My team won last night!
Red Wings face 3-0 hole after Marleau finishes Sharks' rally in OT
DETROIT -- Joe Thornton and the San Jose Sharks took a huge step toward quieting their critics.
Thornton's assist set up Patrick Marleau's winning score 7:07 into overtime and his second goal in two games sparked a comeback for San Jose, which beat the Detroit Red Wings 4-3 on Tuesday night and grabbed a 3-0 lead in the second-round series.
With a come-from-behind, 4-3 overtime win over the Red Wings, the Sharks are revealing themselves to be playoff demons as opposed to being haunted by them in the playoffs. Story
The sweet-passing center has been called "No Show Joe" by some for not producing in the playoffs.
"I don't know how this evolved, but you saw a very determined 19," Sharks coach Todd McLellan said, referring to Thornton by his jersey number.
Thornton, meanwhile, shrugged off what he had done.
"Business as usual," he said.
San Jose has been dogged for failing to get to the Western Conference finals since its longest run in 2004, but an impressive rally from a 3-1 deficit with 13 minutes left in regulation could prove to be pivotal for the franchise.
"Hopefully down the road we can look back and say, 'You know this was a turning point,'" defenseman Dan Boyle said. "But again, there's still too much work ahead of us."
Game 4 is Thursday night in Detroit, where the Red Wings will try to stay alive.
"They didn't have to win that one, they have to win the next one," McLellan said. "That's when it becomes a must win."

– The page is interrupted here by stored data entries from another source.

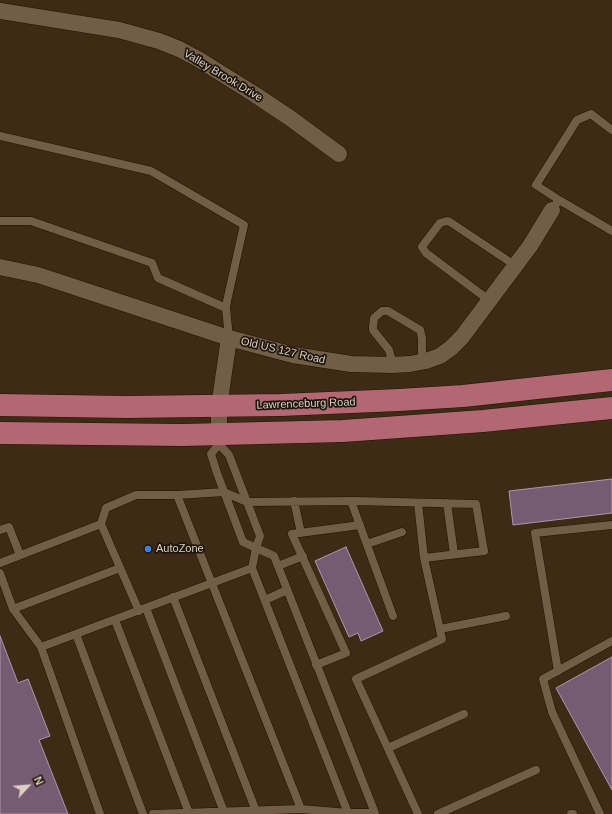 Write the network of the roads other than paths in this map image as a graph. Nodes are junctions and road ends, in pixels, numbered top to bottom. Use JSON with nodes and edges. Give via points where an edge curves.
{"nodes":[{"id":1,"x":0,"y":11,"type":"edge"},
{"id":2,"x":612,"y":130,"type":"edge"},
{"id":3,"x":0,"y":136,"type":"edge"},
{"id":4,"x":338,"y":154,"type":"dead end"},
{"id":5,"x":555,"y":205,"type":"junction"},
{"id":6,"x":0,"y":221,"type":"edge"},
{"id":7,"x":612,"y":231,"type":"edge"},
{"id":8,"x":516,"y":266,"type":"junction"},
{"id":9,"x":0,"y":267,"type":"edge"},
{"id":10,"x":490,"y":301,"type":"junction"},
{"id":11,"x":226,"y":308,"type":"junction"},
{"id":12,"x":229,"y":338,"type":"junction"},
{"id":13,"x":422,"y":362,"type":"junction"},
{"id":14,"x":393,"y":365,"type":"junction"},
{"id":15,"x":612,"y":380,"type":"edge"},
{"id":16,"x":0,"y":405,"type":"edge"},
{"id":17,"x":219,"y":407,"type":"junction"},
{"id":18,"x":612,"y":408,"type":"edge"},
{"id":19,"x":0,"y":433,"type":"edge"},
{"id":20,"x":219,"y":439,"type":"junction"},
{"id":21,"x":224,"y":492,"type":"junction"},
{"id":22,"x":177,"y":495,"type":"junction"},
{"id":23,"x":294,"y":501,"type":"junction"},
{"id":24,"x":351,"y":501,"type":"junction"},
{"id":25,"x":247,"y":502,"type":"junction"},
{"id":26,"x":418,"y":502,"type":"junction"},
{"id":27,"x":447,"y":503,"type":"junction"},
{"id":28,"x":101,"y":524,"type":"junction"},
{"id":29,"x":360,"y":525,"type":"junction"},
{"id":30,"x":612,"y":525,"type":"edge"},
{"id":31,"x":0,"y":530,"type":"edge"},
{"id":32,"x":301,"y":532,"type":"junction"},
{"id":33,"x":402,"y":532,"type":"dead end"},
{"id":34,"x":367,"y":544,"type":"junction"},
{"id":35,"x":256,"y":548,"type":"junction"},
{"id":36,"x":454,"y":554,"type":"junction"},
{"id":37,"x":20,"y":555,"type":"junction"},
{"id":38,"x":303,"y":556,"type":"junction"},
{"id":39,"x":424,"y":558,"type":"junction"},
{"id":40,"x":0,"y":563,"type":"edge"},
{"id":41,"x":278,"y":566,"type":"junction"},
{"id":42,"x":120,"y":568,"type":"junction"},
{"id":43,"x":252,"y":568,"type":"junction"},
{"id":44,"x":0,"y":573,"type":"edge"},
{"id":45,"x":211,"y":583,"type":"junction"},
{"id":46,"x":287,"y":590,"type":"junction"},
{"id":47,"x":173,"y":597,"type":"junction"},
{"id":48,"x":265,"y":600,"type":"junction"},
{"id":49,"x":13,"y":609,"type":"junction"},
{"id":50,"x":143,"y":609,"type":"junction"},
{"id":51,"x":393,"y":616,"type":"dead end"},
{"id":52,"x":506,"y":616,"type":"dead end"},
{"id":53,"x":115,"y":620,"type":"junction"},
{"id":54,"x":440,"y":629,"type":"junction"},
{"id":55,"x":76,"y":634,"type":"junction"},
{"id":56,"x":612,"y":642,"type":"edge"},
{"id":57,"x":41,"y":647,"type":"junction"},
{"id":58,"x":316,"y":665,"type":"junction"},
{"id":59,"x":558,"y":671,"type":"junction"},
{"id":60,"x":464,"y":714,"type":"dead end"},
{"id":61,"x":388,"y":748,"type":"junction"},
{"id":62,"x":536,"y":770,"type":"dead end"},
{"id":63,"x":301,"y":809,"type":"junction"},
{"id":64,"x":256,"y":811,"type":"junction"},
{"id":65,"x":224,"y":812,"type":"junction"},
{"id":66,"x":348,"y":812,"type":"junction"},
{"id":67,"x":189,"y":813,"type":"junction"},
{"id":68,"x":100,"y":814,"type":"edge"},
{"id":69,"x":144,"y":814,"type":"edge"},
{"id":70,"x":153,"y":814,"type":"edge"},
{"id":71,"x":375,"y":814,"type":"edge"},
{"id":72,"x":418,"y":814,"type":"edge"},
{"id":73,"x":438,"y":814,"type":"edge"},
{"id":74,"x":600,"y":814,"type":"edge"}],
"edges":[{"from":1,"to":4,"type":"street","name":"Valley Brook Drive","via":[[119,30],[146,36],[179,49],[254,94]]},
{"from":2,"to":5,"type":"lane","via":[[591,114],[577,120],[536,185]]},
{"from":3,"to":11,"type":"lane","via":[[151,171],[244,225]]},
{"from":5,"to":7,"type":"lane"},
{"from":5,"to":8,"type":"street","name":"Old US 127 Road"},
{"from":6,"to":11,"type":"lane","via":[[31,221],[152,263],[158,278]]},
{"from":8,"to":10,"type":"street","name":"Old US 127 Road"},
{"from":8,"to":10,"type":"lane","via":[[447,221],[440,223],[424,244],[422,247],[426,253]]},
{"from":9,"to":12,"type":"street","name":"Old US 127 Road","via":[[38,275]]},
{"from":10,"to":13,"type":"street","name":"Old US 127 Road","via":[[462,338],[451,348],[440,356]]},
{"from":11,"to":12,"type":"lane"},
{"from":12,"to":14,"type":"street","name":"Old US 127 Road","via":[[330,362]]},
{"from":12,"to":17,"type":"street"},
{"from":13,"to":14,"type":"street","name":"Old US 127 Road"},
{"from":13,"to":14,"type":"lane","via":[[420,330],[388,311],[382,311],[374,318],[372,327],[389,350]]},
{"from":15,"to":17,"type":"highway","name":"Lawrenceburg Road","via":[[398,400]]},
{"from":16,"to":17,"type":"highway","name":"Lawrenceburg Road"},
{"from":17,"to":20,"type":"street"},
{"from":18,"to":20,"type":"highway","via":[[483,422]]},
{"from":19,"to":20,"type":"highway","via":[[152,435]]},
{"from":20,"to":21,"type":"lane","via":[[211,454]]},
{"from":20,"to":25,"type":"lane","via":[[229,455]]},
{"from":21,"to":22,"type":"lane"},
{"from":21,"to":25,"type":"lane"},
{"from":21,"to":35,"type":"lane","via":[[243,542]]},
{"from":22,"to":28,"type":"lane","via":[[136,496],[106,508]]},
{"from":22,"to":45,"type":"lane"},
{"from":23,"to":24,"type":"lane"},
{"from":23,"to":25,"type":"lane"},
{"from":23,"to":32,"type":"lane"},
{"from":24,"to":26,"type":"lane"},
{"from":24,"to":29,"type":"lane"},
{"from":25,"to":35,"type":"lane","via":[[260,536]]},
{"from":26,"to":27,"type":"lane"},
{"from":26,"to":39,"type":"lane"},
{"from":27,"to":36,"type":"lane"},
{"from":27,"to":36,"type":"lane","via":[[476,504],[484,551]]},
{"from":28,"to":37,"type":"lane"},
{"from":28,"to":42,"type":"lane"},
{"from":29,"to":32,"type":"lane"},
{"from":29,"to":34,"type":"lane"},
{"from":30,"to":59,"type":"lane","via":[[535,532]]},
{"from":31,"to":37,"type":"lane","via":[[9,527]]},
{"from":32,"to":38,"type":"lane","via":[[292,534]]},
{"from":33,"to":34,"type":"lane"},
{"from":34,"to":51,"type":"lane"},
{"from":35,"to":41,"type":"lane","via":[[274,556]]},
{"from":35,"to":43,"type":"lane"},
{"from":36,"to":39,"type":"lane"},
{"from":37,"to":40,"type":"lane"},
{"from":38,"to":41,"type":"lane"},
{"from":38,"to":58,"type":"lane","via":[[346,653]]},
{"from":39,"to":54,"type":"lane"},
{"from":41,"to":46,"type":"lane"},
{"from":42,"to":49,"type":"lane"},
{"from":42,"to":50,"type":"lane"},
{"from":43,"to":45,"type":"lane"},
{"from":43,"to":48,"type":"lane"},
{"from":44,"to":49,"type":"lane"},
{"from":45,"to":47,"type":"lane"},
{"from":45,"to":63,"type":"lane"},
{"from":46,"to":48,"type":"lane"},
{"from":46,"to":58,"type":"lane"},
{"from":47,"to":50,"type":"lane"},
{"from":47,"to":64,"type":"lane"},
{"from":48,"to":66,"type":"lane"},
{"from":49,"to":57,"type":"lane"},
{"from":50,"to":53,"type":"lane"},
{"from":50,"to":65,"type":"lane"},
{"from":52,"to":54,"type":"lane"},
{"from":53,"to":55,"type":"lane"},
{"from":53,"to":67,"type":"lane"},
{"from":54,"to":61,"type":"lane","via":[[442,639],[356,680]]},
{"from":55,"to":57,"type":"lane"},
{"from":55,"to":69,"type":"lane"},
{"from":56,"to":59,"type":"lane"},
{"from":57,"to":68,"type":"lane"},
{"from":58,"to":71,"type":"lane"},
{"from":59,"to":74,"type":"lane","via":[[543,679],[552,712]]},
{"from":60,"to":61,"type":"lane"},
{"from":61,"to":72,"type":"lane"},
{"from":62,"to":73,"type":"lane"},
{"from":63,"to":64,"type":"lane"},
{"from":63,"to":66,"type":"lane"},
{"from":64,"to":65,"type":"lane"},
{"from":65,"to":67,"type":"lane"},
{"from":66,"to":71,"type":"lane"},
{"from":67,"to":70,"type":"lane"}]}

The Red Wings looked as though they had put themselves in a great position to win Game 3 -- leading 2-0 in the first and 3-1 in the third -- but they blew chances to pad the lead early, and goalie Jimmy Howard let them down late.
"It's a tough pill to swallow," Detroit coach Mike Babcock said.
The two-time defending Western Conference champions haven't been swept since 2003, in the first round by Anaheim, but they are determined to put up a fight.
"It feels bad, but it's still not over," said Howard, who made 29 saves. "You still can't stop believing."
Thornton started San Jose's comeback by scoring 6:42 into the third. Logan Couture tied it with 6:43 left, flicking a shot toward Howard from the right corner. Howard didn't press his body firmly against the post, and that allowed the tying goal to go off him and into the net.
"The coaches have been telling us to throw it at his feet all series," Couture said. "I waited for him to open up his pads."
After the puck went in, Howard tilted his head back and looked to the rafter-filled banners in disbelief.
"It's a tough one," Babcock said. "But the goalie picks you up a lot, too."
Evgeni Nabokov did that quite a bit for the Sharks, stopping 32 shots and none were bigger than grabbing Henrik Zetterberg's backhander on a penalty shot in the first period.
"That was a big wake-up call for us," McLellan said.
The Red Wings got started on time, as Babcock likes to say, when Tomas Holmstrom and Daniel Cleary scored in the first to give them a 2-0 lead. San Jose, though, pulled within a goal when Devin Setoguchi scored with 4 seconds left in the period.
Zetterberg restored Detroit's two-goal lead early in the second.
The Red Wings would've had a bigger lead in the third period if not for a disallowed goal in the first.
Zetterberg had a goal negated by video review because the puck went in off his left skate in what was ruled to be a distinct kicking motion.
"I wasn't kicking," he insisted.
Zetterberg was also stopped by Nabokov on a penalty shot -- awarded in the first when Couture made a rookie mistake of covering the puck in the crease with his glove.
"We had a chance to win this game, for sure," Babcock said. "We had lots of opportunities and it got away from us."
Detroit did have a review go its way in the first period when the puck went off Holmstrom's right skate and the on-ice ruling of a goal stood.
Thornton scored on a wraparound goal -- sending the puck off Pavel Datsyuk's stick and into his own net -- and made a perfect play on the odd-man rush to allow Marleau to score easily into an open net.
"He's a world-class passer," McLellan said. "He even fooled me. I thought he was going to shoot."
The crowd at Joe Louis Arena stood silently for a couple of minutes after the goal, knowing the Red Wings had fallen into a lot of trouble against top-seeded San Jose.
These are suddenly not the same-old Sharks.
"I don't think we were out to convince anybody. We knew we were a different team," McLellan said. "I guess what we have to do is prove that to the hockey world."
Go Sharks!! Make me proud!!! Sweep the Dead Things!!!